The company, which specializes in producing Bluetooth, GPS, WiFi and other chips, announced on Tuesday that it had entered into an agreement to sell off the business. The all-cash deal will move the focused on mobile connectivity become part of Samsung’s component division — the group that supplies electronics to customers like Apple.
On top of the purchase, Samsung is also buying a 4.9 percent share of CSR for a further $35 million, a move which will — perhaps crucially — give it access to CSR’s intellectual property and ownership of 21 crucial U.S. patents.
Around 300 staff will move to Samsung as a result.

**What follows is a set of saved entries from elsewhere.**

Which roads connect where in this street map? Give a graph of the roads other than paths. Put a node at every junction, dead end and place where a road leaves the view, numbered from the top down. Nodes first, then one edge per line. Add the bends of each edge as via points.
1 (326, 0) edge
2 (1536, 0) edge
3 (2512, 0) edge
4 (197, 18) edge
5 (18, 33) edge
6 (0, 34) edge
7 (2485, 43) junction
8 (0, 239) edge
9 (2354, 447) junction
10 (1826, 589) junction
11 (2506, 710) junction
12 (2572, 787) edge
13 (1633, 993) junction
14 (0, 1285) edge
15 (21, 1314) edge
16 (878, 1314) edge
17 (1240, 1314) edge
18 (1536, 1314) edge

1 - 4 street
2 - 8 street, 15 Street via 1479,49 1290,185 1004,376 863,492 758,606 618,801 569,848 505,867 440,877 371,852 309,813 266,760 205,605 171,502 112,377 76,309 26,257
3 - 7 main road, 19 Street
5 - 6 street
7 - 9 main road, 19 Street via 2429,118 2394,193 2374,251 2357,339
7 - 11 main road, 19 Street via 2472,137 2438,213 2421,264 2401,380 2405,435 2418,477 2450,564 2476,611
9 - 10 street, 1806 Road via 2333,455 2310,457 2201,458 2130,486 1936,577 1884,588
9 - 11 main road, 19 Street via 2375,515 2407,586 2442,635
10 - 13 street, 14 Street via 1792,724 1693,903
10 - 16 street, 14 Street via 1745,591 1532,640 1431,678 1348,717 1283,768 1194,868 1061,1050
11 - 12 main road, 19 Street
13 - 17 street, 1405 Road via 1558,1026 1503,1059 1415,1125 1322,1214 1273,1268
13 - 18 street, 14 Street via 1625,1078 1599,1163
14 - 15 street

“I believe that under Samsung’s ownership the handset operations will be in a better position to prosper in the global handset market,” said CSR chief Joep van Beurden in a statement. “I would like to thank all our colleagues who will be transferring to Samsung for their outstanding service to CSR over many years.”
It’s been a tough time for CSR, which was founded in Cambridge, England some 14 years ago and went public in 2004. With its profitability reliant on the success of its customers — many of whom, such as Nokia and Research in Motion have seen their businesses struck by calamity — the business has watched its profits plummet and its share price fall by some 50 percent over the past two years.
In particular, its purchase of the U.S. video chip specialist Zoran last year, a deal which cost it $484 million, has come in for criticism. More than 1,000 jobs were cut following the move, which generated some shareholder unrest after the company posted significant losses.
CSR will be hoping to ameliorate some of that opposition by returning the money from the deal to shareholders: in fact, the company says, nearly all of the money from the deal — some $285 million, before taxes and costs — will be issued as a dividend.